A JANELA INDISCRETA
É manhã de uma preguiçosa sexta-feira. Preguiçosa por ser o primeiro dia de mais um prolongado “feriadão” – coisa de brasileiro. A data cívica – ou religiosa, não importa, mesmo porque, o importante é a farra – fora comemorada na quinta-feira. Contudo, e para deleite dos preguiçosos, ela fora “emendada” com a sexta, sábado e o domingo, com alguns, ainda, “enforcando” a segunda – este é o Brasil que vai pra frente!
O astro rei, penetrando pelo meu quarto, adentra pelas minhas semiabertas pálpebras ferindo-me as retinas, despertando-me. Ainda deitado, espreguiço-me e abro a bocarra em um escandaloso bocejo. Levanto-me e faço alguns exercícios de alongamentos. Vou até à janela, abro-a deixando a brisa da manhã adentrar os meus aposentos. As janelas dos prédios em frente estão abertas. O trânsito não era caótico, como de costume. O feriadão levara, na noite da quarta, os curtidores do feriado da quinta. E lá foram eles para as praias, sítios ou cidades históricas. Enfim, era um final de semana esperado de há muito.
Aos meus ouvidos chegam uma repetida melodia, um mavioso cantar. Vasculho os arredores para ver de onde vinha tão belo cantar. De repente, com olhos nus vejo-a despida. Ávido, busco um binóculo. Queria vê-la bem de pertinho se deliciando nas águas da sua banheira. Ela se vira para o meu lado. Medro por julgar ter sido descoberto. Recolho-me envergonhado. Da fresta da cortina vejo que ela não me viu – respiro fundo, aliviado! Ela se posiciona em pé na borda da sua banheira.
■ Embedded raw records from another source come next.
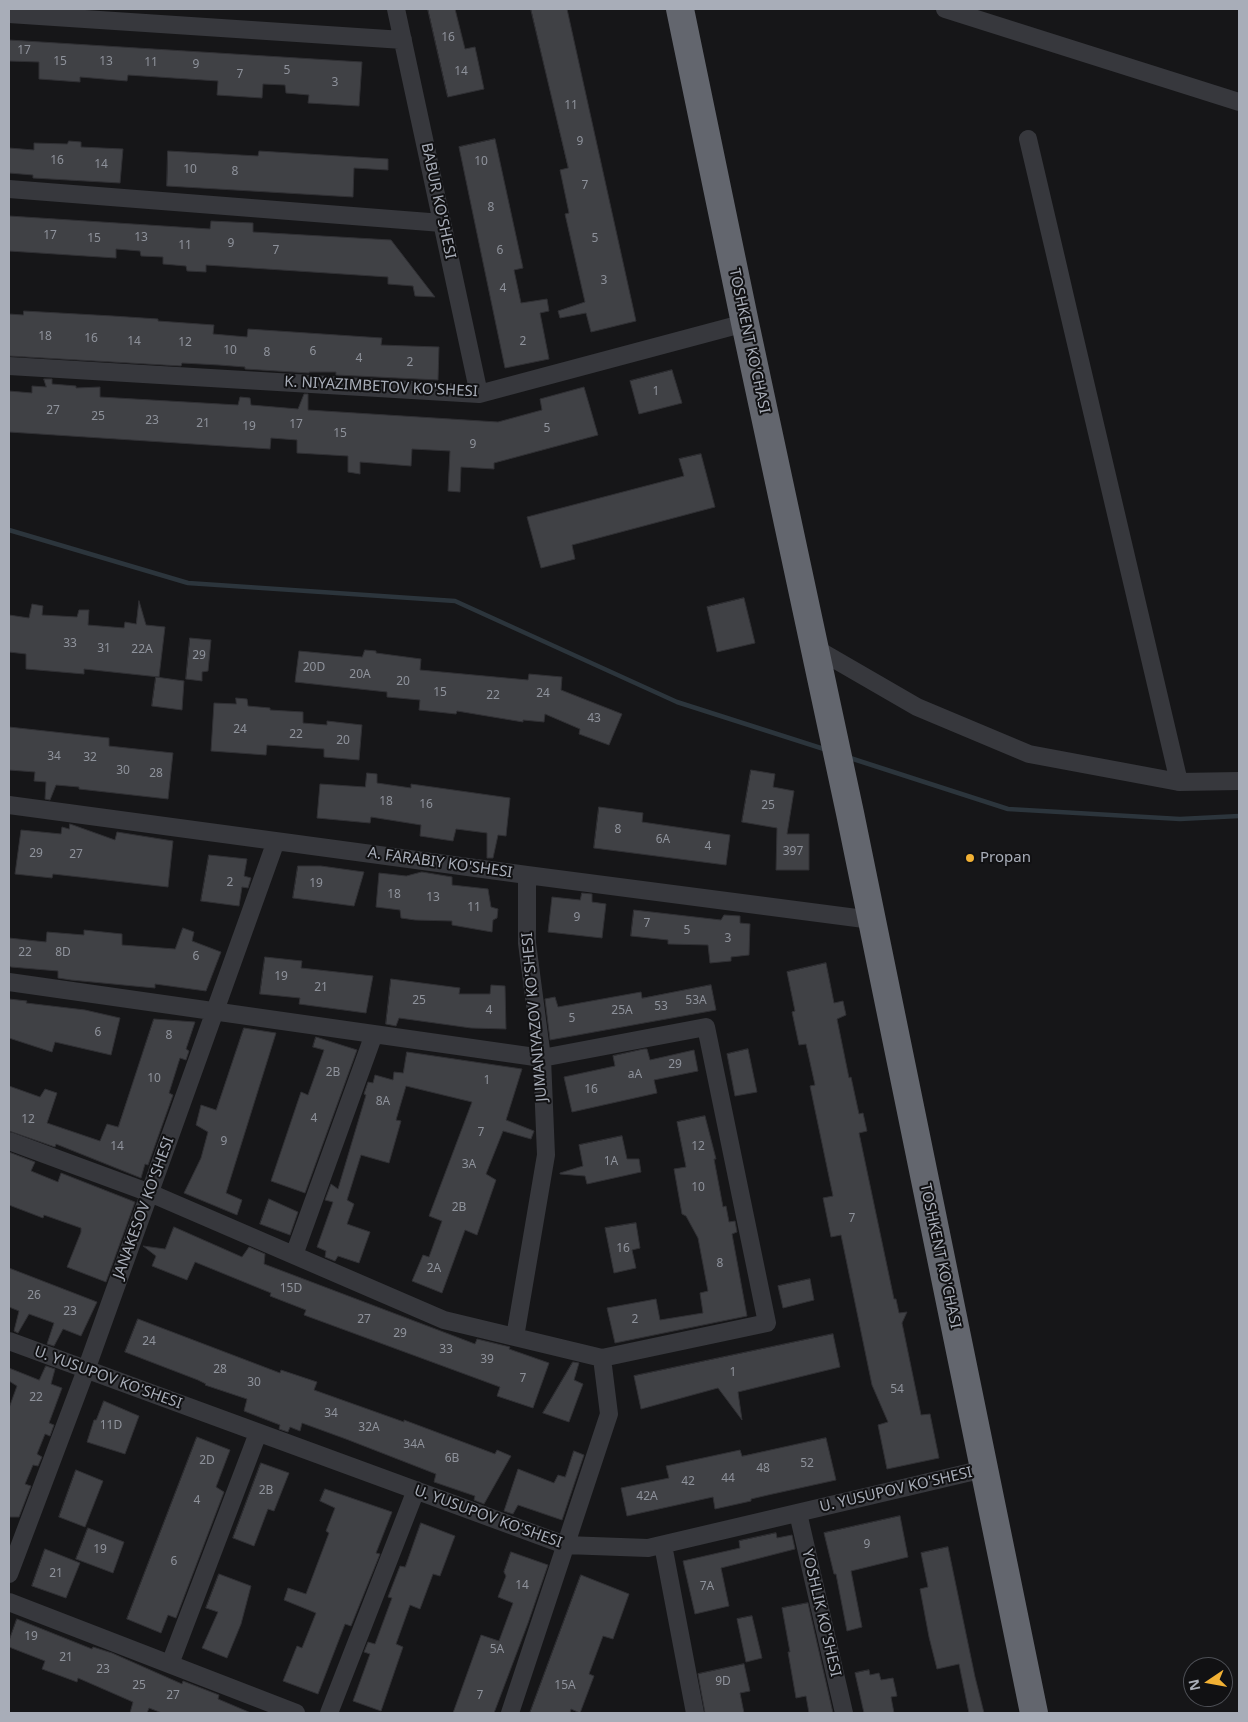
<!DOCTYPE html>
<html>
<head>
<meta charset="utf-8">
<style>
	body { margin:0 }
	#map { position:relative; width:1248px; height:1722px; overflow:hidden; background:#161618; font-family:"Noto Sans",sans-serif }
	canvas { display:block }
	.frame { position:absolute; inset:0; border:10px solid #a8adb8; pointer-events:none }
	.north { position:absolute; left:1183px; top:1657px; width:50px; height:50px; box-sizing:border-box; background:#111113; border:1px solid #4d4f55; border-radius:50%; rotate:258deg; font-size:14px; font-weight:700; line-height:20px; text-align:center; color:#a8adb8 }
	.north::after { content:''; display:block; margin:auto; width:18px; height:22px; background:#f2b134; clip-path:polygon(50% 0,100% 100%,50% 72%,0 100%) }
</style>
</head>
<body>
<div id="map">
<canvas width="1248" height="1722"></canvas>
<div class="frame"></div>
<div class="north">N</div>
</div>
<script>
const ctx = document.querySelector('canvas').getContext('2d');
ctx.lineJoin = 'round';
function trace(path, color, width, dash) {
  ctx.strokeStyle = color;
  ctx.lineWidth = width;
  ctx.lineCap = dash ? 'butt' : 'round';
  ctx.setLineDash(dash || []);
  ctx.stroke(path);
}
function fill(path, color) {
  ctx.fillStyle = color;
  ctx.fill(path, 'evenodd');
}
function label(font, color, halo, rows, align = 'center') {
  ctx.font = font + ' "Noto Sans",sans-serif';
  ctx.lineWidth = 4;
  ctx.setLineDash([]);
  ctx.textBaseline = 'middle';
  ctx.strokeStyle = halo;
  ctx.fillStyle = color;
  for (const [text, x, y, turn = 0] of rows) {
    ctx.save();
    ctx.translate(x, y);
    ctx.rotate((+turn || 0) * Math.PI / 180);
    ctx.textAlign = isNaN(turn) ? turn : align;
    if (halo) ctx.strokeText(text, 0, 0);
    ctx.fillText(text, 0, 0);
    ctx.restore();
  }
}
trace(new Path2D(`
	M9,530L188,583L455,601L677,702L827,750
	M847,757L1008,809L1180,819L1239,816`), '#2c353c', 4.5);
const building = new Path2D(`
	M428,9H455L465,49L475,47L484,89L448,97Z
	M531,9H567L636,321L591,332L586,313L560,318L558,311L585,302L565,214L569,213L560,170L568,168Z
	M9,40L362,62L359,106L308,103L309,95L286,93L285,85L263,84L262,98L217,95L218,81L128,75L127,81L80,77V82L39,79V62L9,61Z
	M495,139L523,268L514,270L521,303L547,299L549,311L540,313L549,359L505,368L459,147Z
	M69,141L81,142V147L123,149L120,183L33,178V175L9,173V148L34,150V143L67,144Z
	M168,151L258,156L259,151L388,159V170L354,168L353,197L167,186Z
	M9,216L210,229L211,221L253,223V232L391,240L435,297L415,296L413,286L388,284V277L206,265V272L187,271L186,266L163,264V257L141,256L140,251L116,249V258L9,251Z
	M24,311L113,316L158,319V321L214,325L213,334L247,337L248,329L382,338L381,345L439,347L438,380L336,375V372H309V373L245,369V367L219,365L182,363L181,366L9,356V314L23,315Z
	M672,370L682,403L639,414L630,381Z
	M44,379H52V384L76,386V388L100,387V397L238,405L240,397L250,398L251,405L298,409L304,394H308V410L498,422L542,410L540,399L584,387L598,435L494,463V469L461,467L460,492L448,491L450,451L412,449L411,466L360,462V474L348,472V456L297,453V440L271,438L270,449L9,432V391L32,393V386L46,387Z
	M701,454L715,507L572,545L575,559L541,568L527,517L684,476L679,459Z
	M744,598L755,643L717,652L707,607Z
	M139,601L146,625L165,627L159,677L84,669V674L26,669V654L9,652V615L29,618L32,604L43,606L42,615L77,617L79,610H89L88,625L124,628L125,622L136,624Z
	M190,638L211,640L208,671L202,672V681L186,679Z
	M365,650L376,651V653L421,659L420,670L528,680L529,674L562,677L561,690L622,714L609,745L579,734L580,729L545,714L544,722L523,720V722L457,711L456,714L419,710L420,700L387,697V692L295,682L299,651L362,657Z
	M156,677L184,681L182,710L152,706Z
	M236,698L247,699L248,706L270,708V710L303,712V723L327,725V721L362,725L359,760L324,757V749L267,745L266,755L211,751L214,703L236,704Z
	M9,727L109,738V746L173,753L168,799L79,789V787L56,785L50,800L45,799L46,782L34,781L35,772L9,770Z
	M751,770L775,774L773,787L794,791L787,834H809V870H776L777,828L742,822Z
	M367,773L377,774V783L411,788V784L510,798L506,836L498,835L493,858H487V833L456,829L453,841L420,836L421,825L371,817L370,823L317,818L320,784L365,787Z
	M599,807L643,813L642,822L730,835L726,865L594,848Z
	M70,824L115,840L117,832L173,841L168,887L53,874L52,878L15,874L21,830L61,834L62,827L69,829Z
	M209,855L247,859L244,876L251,878L248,888L242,887L239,906L201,901Z
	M298,866H321L364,872L354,906L293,898Z
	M422,872L452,877V885L488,889L491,907L498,909L497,918L493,920L492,932L452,925V921L415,920L401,918L400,910L376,907L379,873L406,876Z
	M582,893L592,894V902L606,904L602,938L548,932L552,897L580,900Z
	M634,910L721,920L724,915L740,916V923L750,924L749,955L731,957V961L710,963L708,945L668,944V940L631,936Z
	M183,928L194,932L192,941L221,952L206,991L155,984V988L71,980L58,978V971L11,967L9,966V938L46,942L47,932L84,935V930L122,934V945L175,949Z
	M265,957L302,961L301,968L373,976L366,1013L299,1004L300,998L260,994Z
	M826,963L834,1003L843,1001L846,1015L837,1019L849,1078L851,1077L859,1114L863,1113L867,1131L859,1133L894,1299H896L899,1313L907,1312L902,1323L921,1415L930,1414L939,1458L887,1469L878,1425L888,1422L872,1385L841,1235L831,1237L823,1198L833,1196L810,1086L815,1085L806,1044L799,1045L792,1012L795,1011L787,972Z
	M391,979L460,988L459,994H490L491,985L505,986L506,1029L471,1028L399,1018L396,1026L386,1024Z
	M711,985L716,1010L550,1040L545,999L555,997L558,1007L641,992L642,998Z
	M9,999L27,1001L26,1003L85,1010L120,1018L111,1055L55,1042L52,1052L9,1038Z
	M154,1019L195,1022L186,1049L189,1051L186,1060L180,1058L169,1093L173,1095L148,1165L145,1164L141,1178L56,1144L55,1147L9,1131V1086L40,1097L45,1089L57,1093L47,1123L100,1141L107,1124L118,1127Z
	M244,1028L276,1033L226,1193L242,1200L237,1215L184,1193L201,1158L208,1132L196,1125L201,1105L216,1110Z
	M316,1037L357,1050L305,1193L271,1181L301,1092L308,1095L324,1050L313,1047Z
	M644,1049H647L650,1060L694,1050L698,1071L654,1080L657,1093L572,1112L564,1077L615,1066L613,1056Z
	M748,1049L757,1092L735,1096L727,1054Z
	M407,1052L522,1069L506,1120L534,1131L531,1139L503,1131L486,1174L496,1180L477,1235L465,1230L442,1293L412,1281L423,1255L429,1257L442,1221L429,1216L472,1102L406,1086L396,1120L401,1121L389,1163L361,1155L347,1200L354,1204L347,1224L370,1232L359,1263L338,1256L335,1261L325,1257L326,1251L317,1247L333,1202L325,1200L331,1184L338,1189L366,1095L364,1094L368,1082L373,1083L375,1075L393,1080L394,1072L403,1073Z
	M705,1116L716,1159H714L723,1207L726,1206L729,1222L735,1221L737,1232L732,1234L747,1316L615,1343L607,1308L656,1299L660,1320L703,1313L700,1293L708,1291L698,1238L686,1216L682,1214L674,1169L686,1167L677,1122Z
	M622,1136L627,1159H639L641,1172L587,1184L585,1176L560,1174V1173L583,1166L579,1145Z
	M9,1152L35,1162L31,1171L58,1182L61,1173L135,1202L106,1282L67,1267L81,1232V1228L44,1215L43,1218L9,1205Z
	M269,1199L298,1212L290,1235L260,1224Z
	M636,1223L640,1248L632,1250L636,1268L614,1273L605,1228Z
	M174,1227L242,1257L249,1247L265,1254L264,1264L475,1344L477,1339L510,1347L509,1349L549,1363L533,1408L497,1396L500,1387L304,1315L306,1310L270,1296L271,1293L195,1262L187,1280L152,1266L156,1256L143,1246L165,1249Z
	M9,1268L97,1302L81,1336L63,1329L54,1346L47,1344L54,1323L29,1314L18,1333L14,1331L19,1311L9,1307Z
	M810,1279L814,1300L783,1308L778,1286Z
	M138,1319L280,1373L281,1370L317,1382L314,1390L404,1422V1420L495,1454L497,1450L511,1456L484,1504L474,1500L475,1496L434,1482L436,1474L346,1439L302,1423L300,1431L290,1427L288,1432L279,1429L280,1425L244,1411L247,1399L205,1385L206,1384L198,1380L125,1352Z
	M833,1334L840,1367L738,1392L742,1420L718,1388L641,1409L634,1376Z
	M573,1362L579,1363L574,1380L583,1384L569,1422L543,1413Z
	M46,1366L55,1369L51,1384L62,1388L49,1423L54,1425L50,1436L45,1434L37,1454L42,1457L38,1466L33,1465L25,1484L31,1486L19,1517H9V1408L17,1386L9,1381V1368L39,1380Z
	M104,1401L139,1416L125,1454L87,1442L94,1420H96Z
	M197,1437L230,1450L216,1487L224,1492L176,1618L168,1615L161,1633L127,1619Z
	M826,1438L836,1480L768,1495L751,1499V1501L715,1509L713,1497L627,1516L621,1488L669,1478L666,1466L740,1450L742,1456Z
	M574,1451L584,1455L562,1520L518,1505L513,1514L504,1511L518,1469L554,1483L558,1475L565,1477Z
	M261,1463L289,1473L274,1511L268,1509L254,1546L233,1538Z
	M76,1470L103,1481L85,1527L59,1517Z
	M325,1489L392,1512L376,1553L380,1554L351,1626L345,1624L318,1694L283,1681L297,1646L302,1648L316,1613L284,1600L288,1588L306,1594L329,1533L326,1531L335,1508L320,1501Z
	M900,1516L908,1557L851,1571L862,1627L847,1631L836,1574H834L824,1533Z
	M421,1523L455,1536L440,1576L433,1574L420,1609L410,1605L396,1644L403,1647L381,1711L353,1701L370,1654L364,1652L368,1642L375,1644L392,1598L388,1597L400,1566L405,1567Z
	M88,1528L124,1542L113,1573L76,1559Z
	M776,1533L777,1538L792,1535L795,1549L721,1568L729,1606L695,1614L683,1561L740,1548L739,1541Z
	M948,1547L975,1677L984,1713H969L959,1664L937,1669L929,1637L920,1589L928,1587L921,1553Z
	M45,1549L80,1563L66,1598L32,1586Z
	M511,1552L548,1565L528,1623L494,1713H453L481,1635L499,1641L513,1603L498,1597L506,1576L504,1572Z
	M219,1574L251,1586L241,1624L227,1658L202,1648L218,1612L206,1608Z
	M581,1575L629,1594L613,1639L603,1636L589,1674L594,1676L580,1713L571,1709L570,1713H530Z
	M808,1603L833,1713H809L806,1696L796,1698L788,1652H790L782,1608Z
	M752,1616L762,1658L746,1662L737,1619Z
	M17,1619L92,1649L93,1647L112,1653L182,1684L183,1681L219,1695L218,1699L251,1713H162L149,1708L147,1713H130L133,1702L78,1678L77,1682L42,1669L45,1661L9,1647V1641Z
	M744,1664L750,1691L740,1693L744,1713H705L698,1674Z
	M869,1670L870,1675L879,1673L881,1680L893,1678L897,1696L891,1697L894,1713H864L855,1673Z`);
fill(building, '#404145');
trace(building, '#303034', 1);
trace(new Path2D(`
	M396,9L479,394
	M945,9L1239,102
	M9,14L403,40
	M1028,139L1179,782
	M9,189L442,223
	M9,366L479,394L745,323
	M815,648L917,707L1029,754L1179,782L1239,781
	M9,805L527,875L872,920
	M9,982L542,1058L706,1027L767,1323L602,1358L444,1320L150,1193L9,1141
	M294,1255L374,1034
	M515,1337L546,1155L542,1058L527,943V875
	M9,1341L565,1545L648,1548L984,1469
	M798,1513L844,1713
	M663,1545L695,1713
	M9,1574L86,1370L276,841
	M9,1602L296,1713
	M170,1664L258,1433
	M329,1713L416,1490
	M510,1713L609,1414L602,1358`), '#37383d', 18);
trace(new Path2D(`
	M680,9L745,323L850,813L1034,1713`), '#63666e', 28);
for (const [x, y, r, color] of [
	[970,858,5,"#f2b134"]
]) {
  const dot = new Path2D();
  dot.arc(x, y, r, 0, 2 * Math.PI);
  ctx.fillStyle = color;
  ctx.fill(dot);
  trace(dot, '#111113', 2);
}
label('12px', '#8e929b', null, [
	["16",448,38],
	["17",24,51],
	["15",60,62],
	["13",106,62],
	["11",151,63],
	["9",196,65],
	["5",287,71],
	["14",461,72],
	["7",240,75],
	["3",335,83],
	["11",571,106],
	["9",580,142],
	["16",57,161],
	["10",481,162],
	["14",101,165],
	["10",190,170],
	["8",235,172],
	["7",585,186],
	["8",491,208],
	["17",50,236],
	["13",141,238],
	["15",94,239],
	["5",595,239],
	["9",231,244],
	["11",185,246],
	["7",276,251],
	["6",500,251],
	["3",604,281],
	["4",503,289],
	["18",45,337],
	["16",91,339],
	["14",134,342],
	["2",523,342],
	["12",185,343],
	["10",230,351],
	["6",313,352],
	["8",267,353],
	["4",359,359],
	["2",410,363],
	["1",656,392],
	["27",53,411],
	["25",98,417],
	["23",152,421],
	["21",203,424],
	["17",296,425],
	["19",249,427],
	["5",547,429],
	["15",340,434],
	["9",473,445],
	["33",70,644],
	["31",104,649],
	["22A",142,650],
	["29",199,656],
	["20D",314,668],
	["20A",360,675],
	["20",403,682],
	["15",440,693],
	["24",543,694],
	["22",493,696],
	["43",594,719],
	["24",240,730],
	["22",296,735],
	["20",343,741],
	["34",54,757],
	["32",90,758],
	["30",123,771],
	["28",156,774],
	["18",386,802],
	["16",426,805],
	["25",768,806],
	["8",618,830],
	["6A",663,840],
	["4",708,847],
	["397",793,852],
	["29",36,854],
	["27",76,855],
	["2",230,883],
	["19",316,884],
	["18",394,895],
	["13",433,898],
	["11",474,908],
	["9",577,918],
	["7",647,924],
	["5",687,931],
	["3",728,939],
	["22",25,953],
	["8D",63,953],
	["6",196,957],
	["19",281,977],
	["21",321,988],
	["25",419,1001],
	["53A",696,1001],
	["53",661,1007],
	["4",489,1011],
	["25A",622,1011],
	["5",572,1019],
	["6",98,1033],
	["8",169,1036],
	["29",675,1065],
	["2B",333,1073],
	["aA",635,1075],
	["10",154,1079],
	["1",487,1081],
	["16",591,1090],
	["8A",383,1102],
	["4",314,1119],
	["12",28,1120],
	["7",481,1133],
	["9",224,1142],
	["14",117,1147],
	["12",698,1147],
	["1A",611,1162],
	["3A",469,1165],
	["10",698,1188],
	["2B",459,1208],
	["7",852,1219],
	["16",623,1249],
	["8",720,1264],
	["2A",434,1269],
	["15D",291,1289],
	["26",34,1296],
	["23",70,1312],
	["27",364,1320],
	["2",635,1320],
	["29",400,1334],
	["24",149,1342],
	["33",446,1350],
	["39",487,1360],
	["28",220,1370],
	["1",733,1373],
	["7",523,1379],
	["30",254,1383],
	["54",897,1390],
	["22",36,1398],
	["34",331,1414],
	["11D",111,1426],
	["32A",369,1428],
	["34A",414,1445],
	["6B",452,1459],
	["2D",207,1461],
	["52",807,1464],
	["48",763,1469],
	["44",728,1479],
	["42",688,1482],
	["2B",266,1491],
	["42A",647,1497],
	["4",197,1501],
	["9",867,1545],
	["19",100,1550],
	["6",174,1562],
	["21",56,1574],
	["14",522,1586],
	["7A",707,1587],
	["19",31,1637],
	["5A",497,1650],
	["21",66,1658],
	["23",103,1670],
	["9D",723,1682],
	["25",139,1686],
	["15A",565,1686],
	["27",173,1696],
	["7",480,1696]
]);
label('15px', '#a8adb8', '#111113', [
	["BABUR KO'SHESI",438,201,78],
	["TOSHKENT KO'CHASI",749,341,78],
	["K. NIYAZIMBETOV KO'SHESI",381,387,3],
	["A. FARABIY KO'SHESI",440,863,8],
	["JUMANIYAZOV KO'SHESI",535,1017,-95],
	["JANAKESOV KO'SHESI",144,1208,-70],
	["TOSHKENT KO'CHASI",940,1256,78],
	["U. YUSUPOV KO'SHESI",108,1378,20],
	["U. YUSUPOV KO'SHESI",896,1490,-13],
	["U. YUSUPOV KO'SHESI",488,1517,20],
	["YOSHLIK KO'SHESI",821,1613,77]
]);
label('15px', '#a8adb8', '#111113', [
	["Propan",980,858]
], 'left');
</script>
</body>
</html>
Meus olhos parecem querer saltar fora das órbitas, tamanha era a minha ansiedade.
De repente, noto que o marido – ou namorado, sei lá – se aproxima da banheira. Ressabiado, novamente me escondo por trás da minha cortina e fico aguardando “a barra ficar limpa”. O intruso, enfim se afasta. Ato contínuo, acerto o meu binóculo e espero os acontecimentos vindouros.
Vejo-a se sacodir em trejeitos bem femininos a mirar-se no espelho d’água de onde, a pouco, saíra. Ato seguinte, ela emite um melodioso trinado da sua canora melodia, bate as suas asinhas e se posta ao lado do seu amado em uma das partes superiores da sua gaiola/prisão. E aquela maravilhosa canarinha belga, novamente, fez a sua linda melodia espargir-se por todos os cantos.
Senti pena por vê-la prisioneira. O seu cantar deveria ser para todos e não somente para o seu carcereiro. Porque o seu hediondo crime foi o de saber cantar. E esse lindo canto não poderia ser considerado um crime, mas, e tão somente, ser ouvido como um lindo hino ao amor!